Das Fürstenlager ist eine offene Landschaft 24/7 frei zugänglich.

„Herrenhaus“ im Staatspark Fürstenlager Bensheim-Auerbach.

Ich muss ausholen. Die Geschichte wurde in meiner Familie immer wieder kolportiert. Das Deutsche Reich, von der NSDAP regiert, verlangte von seinen Bürgern im öffentlichen Dienst & mehr, den „Ariernachweis“, per Gesetz von 1933.

Ahnentafel meiner Mutter

Also Rassismus pur, das Grauen begann. Weil 2017 wieder braune Horden durch Deutschland grölen, sogar in den USA, vom Präsidenten gestützt, Fremdenhass verbreiten, will ich das hier erzählen, auch wenn es scheinbar nicht in ein Ausflugsblog passt. Doch, das gehört zu meiner Geschichte des Fürstenlagers, wartet es ab.

Aus der Postmappe meiner Mutter, Klasse III a. Eine freundliche Gabe der Nachbarn. Als das noch Zigarrenfabrikanten waren.

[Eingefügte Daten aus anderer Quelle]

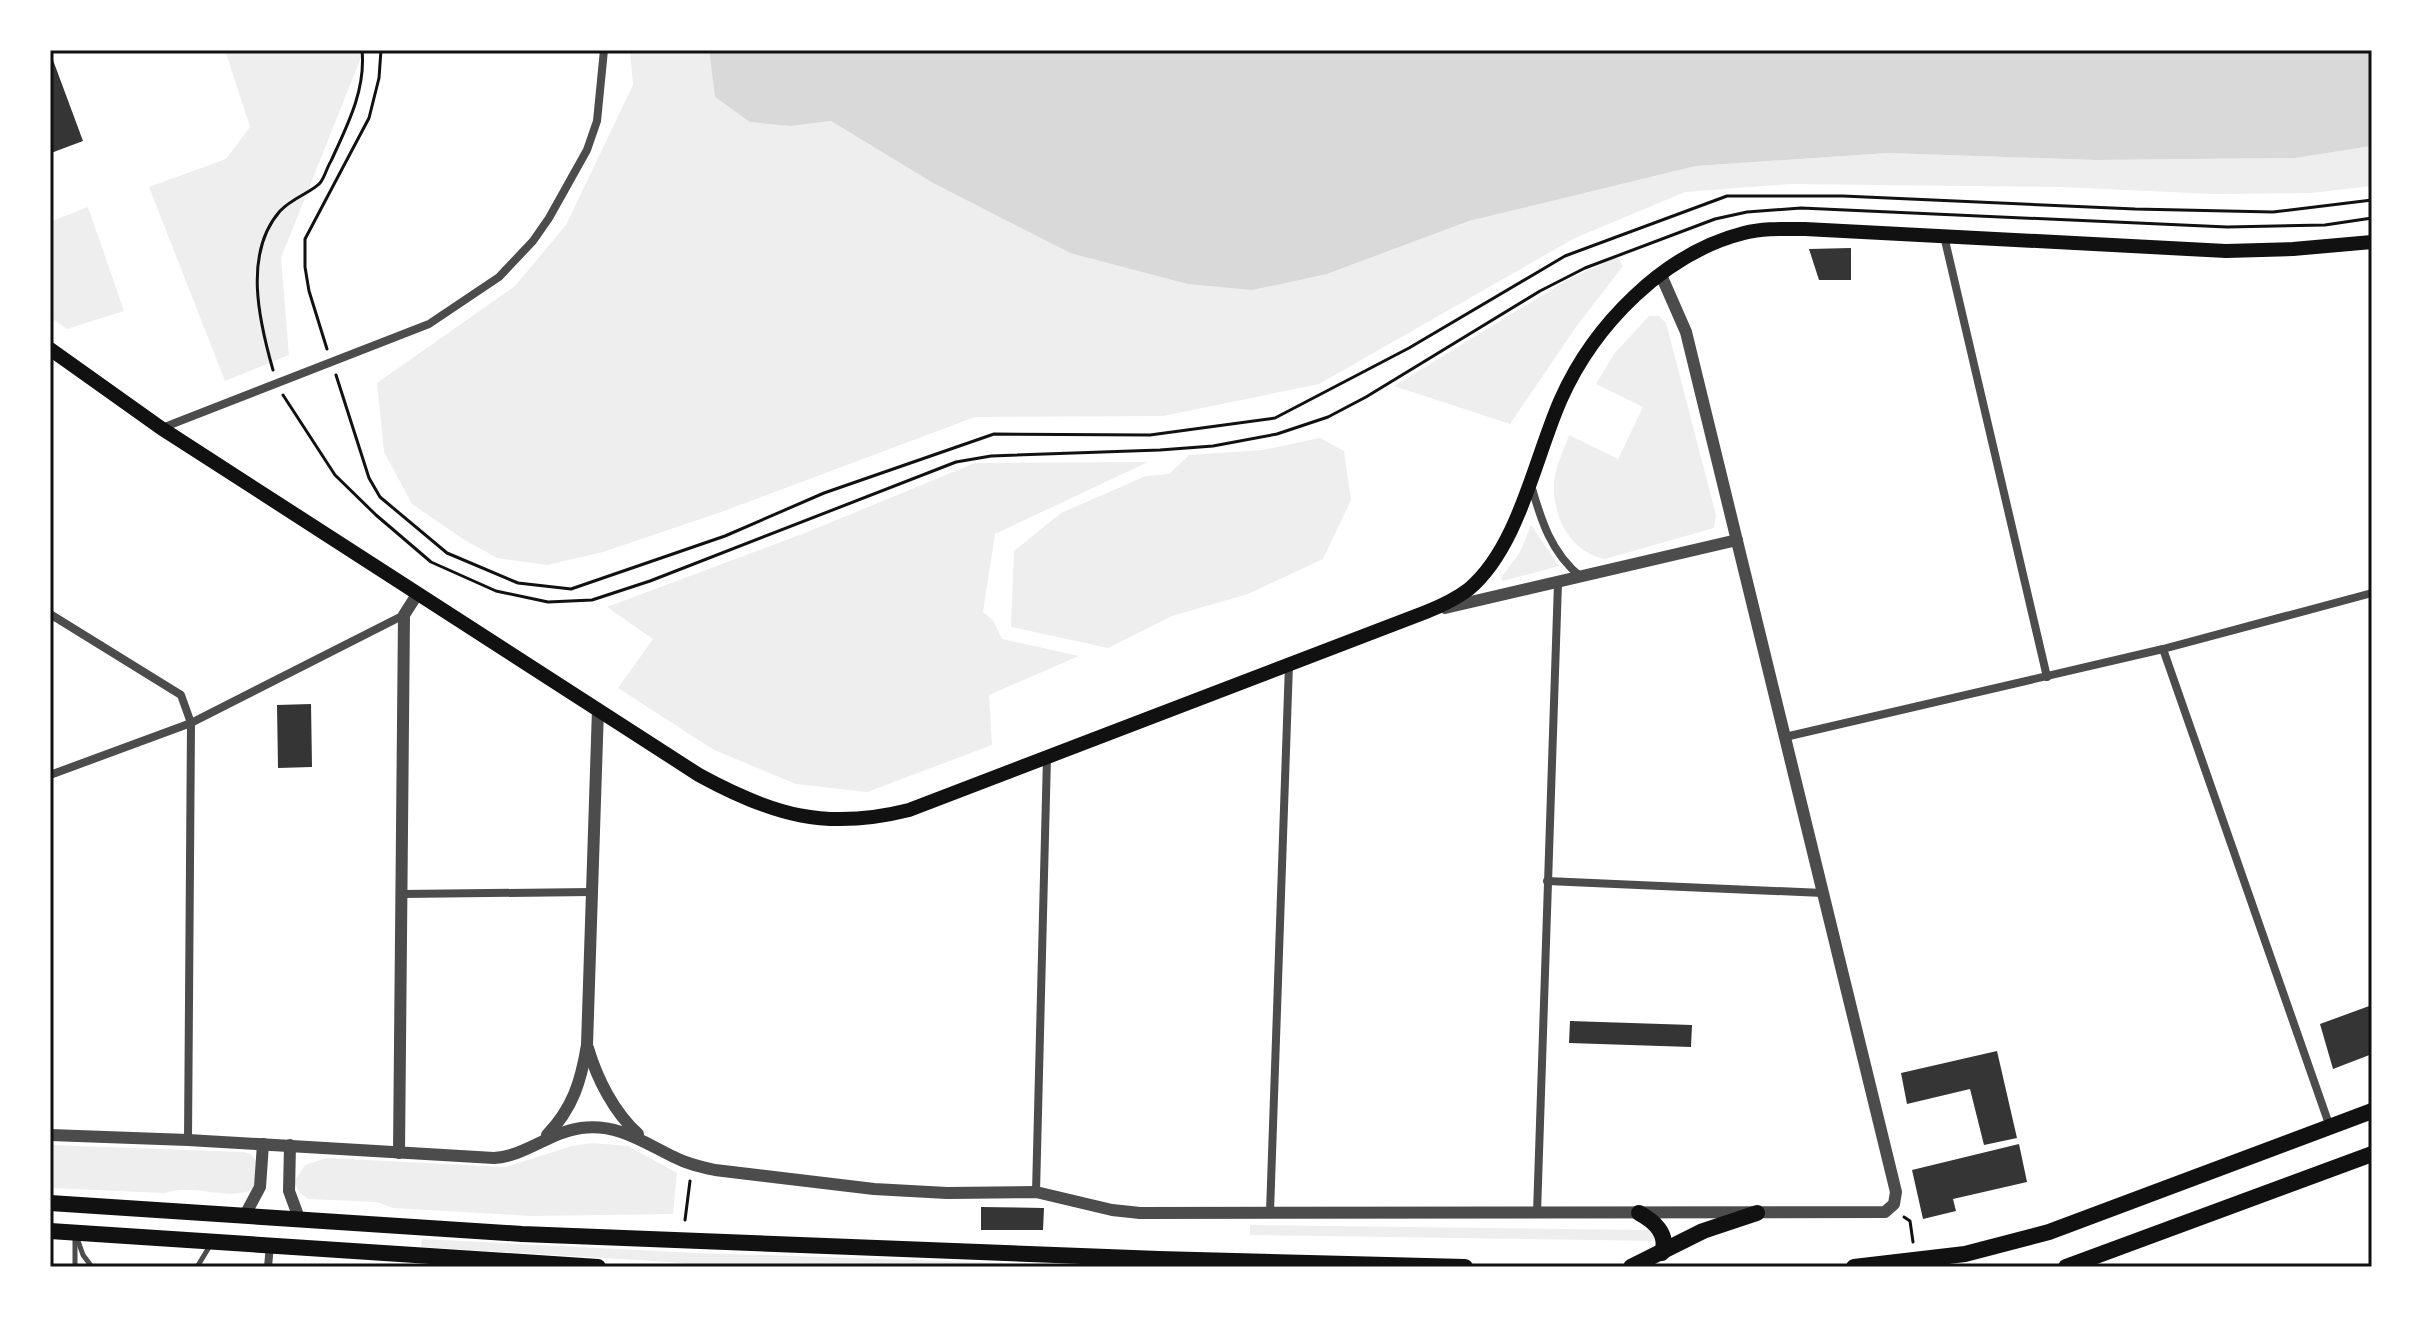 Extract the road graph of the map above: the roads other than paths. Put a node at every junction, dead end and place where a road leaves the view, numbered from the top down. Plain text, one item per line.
1 (604, 50) edge
2 (1944, 236) junction
3 (2372, 242) edge
4 (1661, 275) junction
5 (50, 352) edge
6 (161, 428) junction
7 (1530, 480) junction
8 (1737, 540) junction
9 (1581, 577) junction
10 (1558, 583) junction
11 (418, 593) junction
12 (2372, 593) edge
13 (1426, 612) junction
14 (50, 614) edge
15 (404, 615) junction
16 (2163, 649) junction
17 (1289, 664) junction
18 (2047, 677) junction
19 (598, 709) junction
20 (191, 723) junction
21 (1785, 737) junction
22 (1047, 757) junction
23 (50, 775) edge
24 (1547, 881) junction
25 (591, 892) junction
26 (1823, 893) junction
27 (402, 894) junction
28 (587, 1045) junction
29 (2372, 1111) edge
30 (2331, 1128) junction
31 (50, 1135) edge
32 (188, 1140) junction
33 (541, 1140) junction
34 (648, 1143) junction
35 (263, 1144) junction
36 (290, 1145) junction
37 (399, 1153) junction
38 (2372, 1154) edge
39 (1036, 1192) junction
40 (50, 1203) edge
41 (1270, 1212) junction
42 (1537, 1213) junction
43 (1639, 1213) junction
44 (1757, 1213) junction
45 (245, 1215) junction
46 (299, 1218) junction
47 (50, 1231) edge
48 (75, 1233) junction
49 (212, 1241) junction
50 (270, 1244) junction
51 (1662, 1253) junction
52 (1159, 1259) junction
53 (534, 1264) edge
54 (75, 1267) edge
55 (92, 1267) edge
56 (197, 1267) edge
57 (268, 1267) edge
58 (551, 1267) edge
59 (598, 1267) edge
60 (1102, 1267) edge
61 (1465, 1267) edge
62 (1631, 1267) edge
63 (1854, 1267) edge
64 (2066, 1267) edge

1 - 6 street
2 - 3 main road
2 - 4 main road
2 - 18 street
4 - 7 main road
4 - 8 street
5 - 6 main road
6 - 11 main road
7 - 9 street
7 - 13 main road
8 - 9 street
8 - 21 street
9 - 10 street
10 - 13 street
10 - 24 street
11 - 15 street
11 - 19 main road
12 - 16 street
13 - 17 main road
14 - 20 street
15 - 20 street
15 - 27 street
16 - 18 street
16 - 30 street
17 - 22 main road
17 - 41 street
18 - 21 street
19 - 22 main road
19 - 25 street
20 - 23 street
20 - 32 street
21 - 26 street
22 - 39 street
24 - 26 street
24 - 42 street
25 - 27 street
25 - 28 street
26 - 44 street
27 - 37 street
28 - 33 street
28 - 34 street
29 - 30 main road
30 - 63 main road
31 - 32 street
32 - 35 street
33 - 34 street
33 - 37 street
34 - 39 street
35 - 36 street
35 - 45 street
36 - 37 street
36 - 46 street
38 - 64 main road
39 - 41 street
40 - 45 main road
41 - 42 street
42 - 43 street
43 - 44 street
43 - 51 main road
44 - 51 main road
45 - 46 main road
46 - 52 main road
47 - 48 main road
48 - 49 main road
48 - 54 lane
48 - 55 lane
49 - 50 main road
49 - 56 lane
50 - 53 main road
50 - 57 street
51 - 62 main road
52 - 60 main road
52 - 61 main road
53 - 58 main road
53 - 59 main road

Hier der „Nachweis der arischen Abstammung“ meines Großvaters mütterlicherseits. Schön bestempelt vom katholischen Pfarramt, nein, niemand wusste irgendetwas. Er wohnt samt Familie übrigens bei Isaak Kaufmann, einem jüdischen Viernheimer. Er war sein Shabbes-Boy und machte Samstags all das, was ein frommer Jude am Sabbat nicht tun durfte, wie Isaak Sonntags seine Hühner fütterte und dergleichen. Irgendwann standen sie auf der Straße und schnaggelten, als der Ortsgruppenführer vorbei radelte und Opa mit „Guten Tag“ grüßte, statt mit dem Heil. Das kostete ihn den Job als Briefträger. Isaak entkam mit Familie zunächst nach England. Opa kaufte mein Elternhaus, trat irgendwann in die Partei ein und war wieder Postmann. Er wurde dann von den Amis entnazifiziert und war ein liebevoller Opa, der mir mein erstes Rad schenkte und Karl May lieben lehrte. Eine banale deutsche Geschichte, oder?
Ariernachweis meines Großvaters Daniel Gärtner. Er war Postbeamter,

Bei meiner Großmutter Bawett war das leicht komplizierter. Meine Mutter z.B. verfolgte ihre Ahnen nur bis zu den Ur-Großeltern.

Obwohl man es besser wusste.
Nochmal die Ahnenreihe, eine Generation höher.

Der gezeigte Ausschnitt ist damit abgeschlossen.